Sorseggiai la mia vodka con gusto, pieno di curiosità per quello che aveva appena detto Marco. Sembravano un po’ tutti eccitati ed anche io stavo entrando a far parte di quelli che sperano.
- Di chi si tratta? – domandai mentre il mio stomaco, ricevuta la vodka, mi ricordò in un lampo tutto quello che avevo bevuto con Katia la sera precedente.
- Di tre ragazze che abbiamo conosciuto ieri sera al Vox. Sono stupende. – confidò gonfio d’orgoglio.
- Tre ragazze? – feci io incredulo. I miei amici stavano crescendo.
- Sì, proprio così. Alberto ed io eravamo al Vox ieri sera e le abbiamo conosciute. Ci siamo scambiati i numeri di telefono e questo pomeriggio le abbiamo invitate qui per l’aperitivo. – Capperi!
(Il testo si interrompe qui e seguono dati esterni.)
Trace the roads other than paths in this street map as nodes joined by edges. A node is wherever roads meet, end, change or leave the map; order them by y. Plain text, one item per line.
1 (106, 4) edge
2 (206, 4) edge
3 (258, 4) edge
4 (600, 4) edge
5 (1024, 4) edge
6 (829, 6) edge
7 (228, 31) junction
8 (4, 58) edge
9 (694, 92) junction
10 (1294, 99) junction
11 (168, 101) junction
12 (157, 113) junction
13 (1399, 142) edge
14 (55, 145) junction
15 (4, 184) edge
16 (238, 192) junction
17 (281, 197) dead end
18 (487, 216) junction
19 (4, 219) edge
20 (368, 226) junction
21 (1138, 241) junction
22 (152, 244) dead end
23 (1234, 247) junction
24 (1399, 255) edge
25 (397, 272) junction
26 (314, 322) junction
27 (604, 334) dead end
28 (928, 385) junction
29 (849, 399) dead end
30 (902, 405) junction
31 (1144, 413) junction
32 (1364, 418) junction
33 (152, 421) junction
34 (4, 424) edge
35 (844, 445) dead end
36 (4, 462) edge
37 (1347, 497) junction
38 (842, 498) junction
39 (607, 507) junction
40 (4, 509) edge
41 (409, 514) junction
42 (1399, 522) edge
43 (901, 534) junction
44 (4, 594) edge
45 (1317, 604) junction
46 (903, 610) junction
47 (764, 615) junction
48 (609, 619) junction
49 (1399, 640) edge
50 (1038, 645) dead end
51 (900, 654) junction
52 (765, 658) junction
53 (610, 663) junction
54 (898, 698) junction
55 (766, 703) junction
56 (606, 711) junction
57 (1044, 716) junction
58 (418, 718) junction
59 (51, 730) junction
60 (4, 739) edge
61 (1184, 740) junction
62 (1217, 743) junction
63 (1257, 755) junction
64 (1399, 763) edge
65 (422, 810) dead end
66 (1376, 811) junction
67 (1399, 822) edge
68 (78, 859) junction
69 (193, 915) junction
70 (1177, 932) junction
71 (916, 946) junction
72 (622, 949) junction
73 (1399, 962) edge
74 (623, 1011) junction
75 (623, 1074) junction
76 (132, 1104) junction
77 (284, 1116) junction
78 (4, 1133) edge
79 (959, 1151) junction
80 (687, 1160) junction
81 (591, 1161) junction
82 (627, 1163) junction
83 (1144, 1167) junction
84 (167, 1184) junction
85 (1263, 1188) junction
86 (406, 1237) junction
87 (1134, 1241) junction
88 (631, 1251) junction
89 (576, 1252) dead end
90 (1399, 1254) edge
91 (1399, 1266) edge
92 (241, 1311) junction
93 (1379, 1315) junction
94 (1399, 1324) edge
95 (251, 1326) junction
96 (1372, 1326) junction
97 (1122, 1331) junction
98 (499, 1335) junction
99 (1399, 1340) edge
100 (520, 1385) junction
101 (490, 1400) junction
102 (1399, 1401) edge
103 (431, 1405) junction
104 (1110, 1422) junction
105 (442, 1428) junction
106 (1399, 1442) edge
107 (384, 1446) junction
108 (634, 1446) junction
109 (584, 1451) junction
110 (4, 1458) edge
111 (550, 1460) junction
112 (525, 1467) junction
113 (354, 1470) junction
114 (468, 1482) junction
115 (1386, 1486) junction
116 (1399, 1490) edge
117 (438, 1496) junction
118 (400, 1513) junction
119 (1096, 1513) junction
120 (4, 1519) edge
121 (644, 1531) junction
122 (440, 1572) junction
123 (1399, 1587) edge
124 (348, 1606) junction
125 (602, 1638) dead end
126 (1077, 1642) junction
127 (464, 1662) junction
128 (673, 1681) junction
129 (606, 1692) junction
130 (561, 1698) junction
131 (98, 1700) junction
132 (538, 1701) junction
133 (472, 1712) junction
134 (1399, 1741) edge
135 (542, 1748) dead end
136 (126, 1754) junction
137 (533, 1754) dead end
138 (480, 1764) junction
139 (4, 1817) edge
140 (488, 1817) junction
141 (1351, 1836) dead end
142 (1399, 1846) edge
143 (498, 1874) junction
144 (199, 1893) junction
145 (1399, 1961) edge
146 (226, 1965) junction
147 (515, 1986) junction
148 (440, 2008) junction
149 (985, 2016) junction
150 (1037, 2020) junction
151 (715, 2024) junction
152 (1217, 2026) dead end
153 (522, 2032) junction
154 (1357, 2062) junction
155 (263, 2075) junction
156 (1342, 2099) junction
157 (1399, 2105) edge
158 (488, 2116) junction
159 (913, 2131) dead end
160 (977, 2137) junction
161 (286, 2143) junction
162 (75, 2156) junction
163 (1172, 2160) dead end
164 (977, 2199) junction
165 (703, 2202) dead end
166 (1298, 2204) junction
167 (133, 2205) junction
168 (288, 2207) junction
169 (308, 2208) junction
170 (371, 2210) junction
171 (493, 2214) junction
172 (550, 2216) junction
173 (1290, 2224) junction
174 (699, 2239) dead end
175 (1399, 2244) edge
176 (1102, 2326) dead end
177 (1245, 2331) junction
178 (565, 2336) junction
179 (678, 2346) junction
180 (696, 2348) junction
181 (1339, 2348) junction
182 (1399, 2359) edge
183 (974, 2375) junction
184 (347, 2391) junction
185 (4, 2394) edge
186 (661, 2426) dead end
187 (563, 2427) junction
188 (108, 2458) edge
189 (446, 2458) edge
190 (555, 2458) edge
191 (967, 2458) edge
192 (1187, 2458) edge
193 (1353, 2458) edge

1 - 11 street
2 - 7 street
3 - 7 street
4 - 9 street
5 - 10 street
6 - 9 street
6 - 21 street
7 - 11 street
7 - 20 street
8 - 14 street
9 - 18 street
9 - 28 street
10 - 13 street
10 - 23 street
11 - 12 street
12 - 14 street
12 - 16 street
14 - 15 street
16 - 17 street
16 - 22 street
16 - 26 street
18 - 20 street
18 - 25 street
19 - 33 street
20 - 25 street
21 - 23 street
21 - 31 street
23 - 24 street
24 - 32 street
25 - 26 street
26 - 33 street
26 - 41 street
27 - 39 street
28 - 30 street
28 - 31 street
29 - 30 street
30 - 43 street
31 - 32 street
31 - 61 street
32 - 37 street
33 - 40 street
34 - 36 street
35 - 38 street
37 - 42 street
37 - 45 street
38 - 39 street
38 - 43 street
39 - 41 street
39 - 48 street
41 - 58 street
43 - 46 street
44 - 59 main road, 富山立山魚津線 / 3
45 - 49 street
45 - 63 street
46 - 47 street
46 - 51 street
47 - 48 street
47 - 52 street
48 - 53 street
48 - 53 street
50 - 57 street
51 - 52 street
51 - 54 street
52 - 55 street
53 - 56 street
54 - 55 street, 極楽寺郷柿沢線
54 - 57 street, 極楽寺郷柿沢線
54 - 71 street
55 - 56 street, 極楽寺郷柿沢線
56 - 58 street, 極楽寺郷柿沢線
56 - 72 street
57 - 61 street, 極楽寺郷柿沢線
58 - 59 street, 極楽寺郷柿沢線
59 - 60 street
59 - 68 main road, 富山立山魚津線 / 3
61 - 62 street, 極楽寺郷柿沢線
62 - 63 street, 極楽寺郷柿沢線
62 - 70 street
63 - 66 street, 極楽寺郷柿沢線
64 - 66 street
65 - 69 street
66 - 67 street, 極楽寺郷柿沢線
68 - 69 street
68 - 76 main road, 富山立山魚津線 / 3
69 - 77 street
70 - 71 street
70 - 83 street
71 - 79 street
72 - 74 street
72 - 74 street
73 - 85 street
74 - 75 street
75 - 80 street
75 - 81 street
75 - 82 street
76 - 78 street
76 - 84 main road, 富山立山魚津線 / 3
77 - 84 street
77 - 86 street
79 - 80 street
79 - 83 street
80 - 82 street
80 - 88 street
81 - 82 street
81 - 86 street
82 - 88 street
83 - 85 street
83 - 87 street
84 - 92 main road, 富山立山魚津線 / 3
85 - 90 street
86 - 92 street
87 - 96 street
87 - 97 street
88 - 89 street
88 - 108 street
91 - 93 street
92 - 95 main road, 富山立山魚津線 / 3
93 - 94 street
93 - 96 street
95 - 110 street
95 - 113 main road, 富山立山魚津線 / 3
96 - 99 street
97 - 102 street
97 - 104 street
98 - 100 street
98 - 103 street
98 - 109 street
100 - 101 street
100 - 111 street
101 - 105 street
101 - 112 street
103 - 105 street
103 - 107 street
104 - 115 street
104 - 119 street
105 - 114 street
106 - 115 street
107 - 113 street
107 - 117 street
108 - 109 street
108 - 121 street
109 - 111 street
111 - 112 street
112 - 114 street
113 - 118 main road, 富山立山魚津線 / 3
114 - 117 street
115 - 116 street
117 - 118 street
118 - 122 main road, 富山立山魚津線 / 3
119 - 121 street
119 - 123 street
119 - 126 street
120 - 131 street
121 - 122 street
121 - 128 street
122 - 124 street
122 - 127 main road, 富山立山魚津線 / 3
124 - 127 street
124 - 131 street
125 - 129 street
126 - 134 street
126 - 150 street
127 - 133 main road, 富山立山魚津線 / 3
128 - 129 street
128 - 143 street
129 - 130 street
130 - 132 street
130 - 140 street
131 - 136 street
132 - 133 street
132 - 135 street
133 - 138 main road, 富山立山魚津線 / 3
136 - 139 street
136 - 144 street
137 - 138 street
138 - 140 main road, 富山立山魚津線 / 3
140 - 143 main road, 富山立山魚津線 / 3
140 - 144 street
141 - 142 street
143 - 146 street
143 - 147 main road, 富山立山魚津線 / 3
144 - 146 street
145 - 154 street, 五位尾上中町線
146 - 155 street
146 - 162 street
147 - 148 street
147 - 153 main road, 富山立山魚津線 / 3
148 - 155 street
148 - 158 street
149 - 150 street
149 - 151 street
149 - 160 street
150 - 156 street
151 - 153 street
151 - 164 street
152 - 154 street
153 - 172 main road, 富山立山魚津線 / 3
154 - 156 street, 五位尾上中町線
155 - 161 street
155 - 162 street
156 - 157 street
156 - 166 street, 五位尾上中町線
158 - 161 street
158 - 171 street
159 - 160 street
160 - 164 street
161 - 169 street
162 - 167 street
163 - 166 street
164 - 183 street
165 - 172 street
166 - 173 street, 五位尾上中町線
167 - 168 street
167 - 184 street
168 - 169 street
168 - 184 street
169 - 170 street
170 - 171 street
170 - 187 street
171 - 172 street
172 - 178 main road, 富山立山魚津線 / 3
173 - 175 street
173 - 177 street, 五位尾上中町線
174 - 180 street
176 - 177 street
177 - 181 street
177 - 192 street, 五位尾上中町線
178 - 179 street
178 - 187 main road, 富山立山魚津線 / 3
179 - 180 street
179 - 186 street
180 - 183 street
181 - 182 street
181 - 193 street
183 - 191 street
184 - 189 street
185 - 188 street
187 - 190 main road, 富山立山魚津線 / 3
Non smettevano più di stupirmi, li lasci soli una sera...
Considerai la scena a cui stavo per assistere. Queste tre ragazze forse bellissime, i nostri canoni sono molto diversi, sarebbero arrivate da un momento all’altro in quel posto. Fissai l’insegna al neon del bar. Dalla scritta “Bar Mescal” mancavano due o tre lettere e le altre lampeggiavano quando pareva a loro. La strada, i gas di scarico, quel profumo di merda che saliva dai tombini, i vestiti sgualciti ed il motorino truccato di Massimo, disegnavano meglio di ogni altra cosa la nostra vita.
Mi accesi una sigaretta sospirando.
Le tre donne forse non arrivarono mai, o forse ci videro e tornarono indietro girando i loro tacchi alti alla moda; ma ci lasciarono, grazie al cielo, ancora qualche sogno da consumare tra una vodka ed un Campari.
- Silenzio ragazzi – urlai sentendo gli altoparlanti del bar che iniziavano a gracchiare la loro musica.
Si zittirono immediatamente, sapevano che era importante.
Chiara sbucò dalla porta del bar e mi fissò per un istante, poi mi disse:
- Mister Lunedì, questa è per te – e la musica iniziò.
“La chiamavano Bocca di Rosa
metteva l’amore
metteva l’amore
La chiamavano Bocca di Rosa
Metteva l’amore sopra ogni cosa
Appena scesa nella stazione
del paesino di Sant’Ilario
tutti si accorsero
con uno sguardo
che non si trattava di un missionario”



Si ringrazia la casa discografica ed il cielo disperato che ha visto nascere e morire Fabrizio De André.